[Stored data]
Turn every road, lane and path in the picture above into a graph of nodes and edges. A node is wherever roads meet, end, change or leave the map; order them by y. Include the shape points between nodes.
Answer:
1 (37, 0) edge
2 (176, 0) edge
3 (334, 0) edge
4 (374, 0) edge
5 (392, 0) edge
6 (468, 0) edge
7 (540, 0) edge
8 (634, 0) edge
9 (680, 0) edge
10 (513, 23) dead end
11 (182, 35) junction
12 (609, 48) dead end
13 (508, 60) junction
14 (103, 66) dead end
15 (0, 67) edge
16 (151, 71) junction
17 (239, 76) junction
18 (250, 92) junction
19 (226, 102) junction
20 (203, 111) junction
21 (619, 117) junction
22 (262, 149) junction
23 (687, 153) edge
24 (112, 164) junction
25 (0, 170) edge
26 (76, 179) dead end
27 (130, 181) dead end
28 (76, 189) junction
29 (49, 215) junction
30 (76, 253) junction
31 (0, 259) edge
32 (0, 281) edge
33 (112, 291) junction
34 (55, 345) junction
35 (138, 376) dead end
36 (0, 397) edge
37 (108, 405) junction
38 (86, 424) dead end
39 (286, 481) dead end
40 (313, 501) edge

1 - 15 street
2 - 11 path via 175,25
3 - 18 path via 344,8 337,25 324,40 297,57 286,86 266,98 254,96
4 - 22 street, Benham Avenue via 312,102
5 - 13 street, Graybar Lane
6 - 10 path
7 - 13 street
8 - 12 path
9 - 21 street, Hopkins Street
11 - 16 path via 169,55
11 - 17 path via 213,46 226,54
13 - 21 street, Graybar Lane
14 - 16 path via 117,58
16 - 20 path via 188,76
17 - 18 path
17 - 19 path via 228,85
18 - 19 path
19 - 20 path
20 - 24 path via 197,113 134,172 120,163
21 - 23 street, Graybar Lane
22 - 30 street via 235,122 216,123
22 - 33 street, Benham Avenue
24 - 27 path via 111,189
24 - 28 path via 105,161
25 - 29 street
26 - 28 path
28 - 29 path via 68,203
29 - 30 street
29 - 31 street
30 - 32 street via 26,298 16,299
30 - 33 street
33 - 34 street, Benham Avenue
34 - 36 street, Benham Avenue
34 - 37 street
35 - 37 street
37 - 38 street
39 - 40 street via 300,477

(ACTIVITY) Please return all lines from the records that hold the word "Benham".

(OUTPUT)
4 - 22 street, Benham Avenue via 312,102
22 - 33 street, Benham Avenue
33 - 34 street, Benham Avenue
34 - 36 street, Benham Avenue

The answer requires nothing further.